Malaysia to Increase Transparency of Cryptocurrency Exchangers through Obligated Reporting
Cryptocurrency affiliated businesses in Malaysia are expected to be more compliant and transparent, following a statement released by the Bank recently. The Bank clarifies that they do not regulate digital currencies, nor condone them, and continue to urge the public to do their research as they are solely responsible for their actions when it comes to trading or purchasing digital currencies.
Bank Negara Malaysia, known as ‘the Bank,’ recently issued an exposure draft, talking about the reporting obligations that digital currency exchange businesses must adhere to under the Anti-Money Laundering, Anti-Terrorism Financing and Proceeds of Unlawful Activities Act 2001 (AMLA).

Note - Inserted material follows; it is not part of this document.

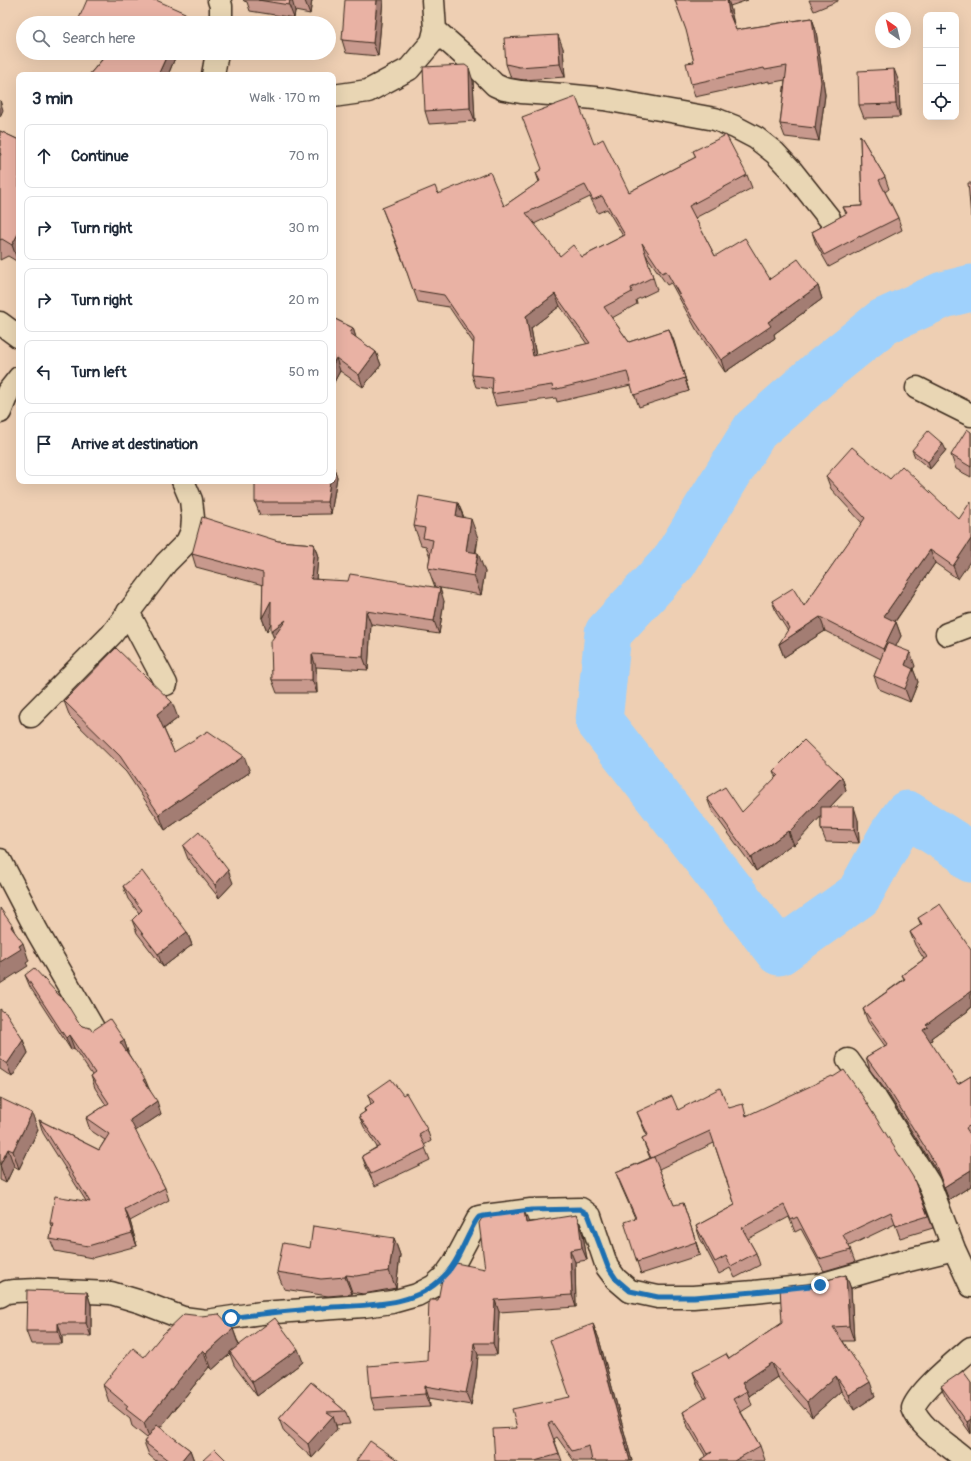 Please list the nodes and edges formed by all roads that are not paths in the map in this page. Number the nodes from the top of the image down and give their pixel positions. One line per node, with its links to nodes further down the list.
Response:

The exposure draft, which can be accessed by the public at this link, describes and lays out the “minimum requirements and standards that digital currency exchangers must observe as reporting institutions to increase the transparency of activities relating to digital currencies and ensure effective and robust AML/CFT control measures are in place to mitigate risks that digital currency exchangers may be used as conduits for illegal activities.”
Some of the things the draft talk about includes going into detail of what is expected of the digital currency business, such as providing information to the public in order to help them better process and assess the risks that come with cryptocurrencies.
The Bank hopes that the increased transparency through the declaration of details will deter the use of bitcoin, litecoin and other cryptocurrencies for malicious purposes from online criminals and terrorists.
Any business that the exposure draft applies to that fails to comply with the reporting obligations or fails to declare its details may be subject to law enforcement and noncompliance actions as stated under the AMLA (as well as possible termination or denial of financial services within Malaysia).
With more of the public seriously considering cryptocurrencies as a viable investment vehicle, especially considering bitcoin’s recent surge past $10,000 which made news on mainstream media sites all over, governments have adopted numerous approaches and regulatory measures to address the risks associated with the nascent currency.
Malaysia is no different, and hopes to keep an eye on the public use of cryptocurrency while they decide how to classify and regulate cryptocurrency; the exposure draft talks about a potential revision to the contents of the draft after five years, if the Bank sees fit. Feedback and comments on the Bank’s exposure drafts are welcomed until January 14, 2018.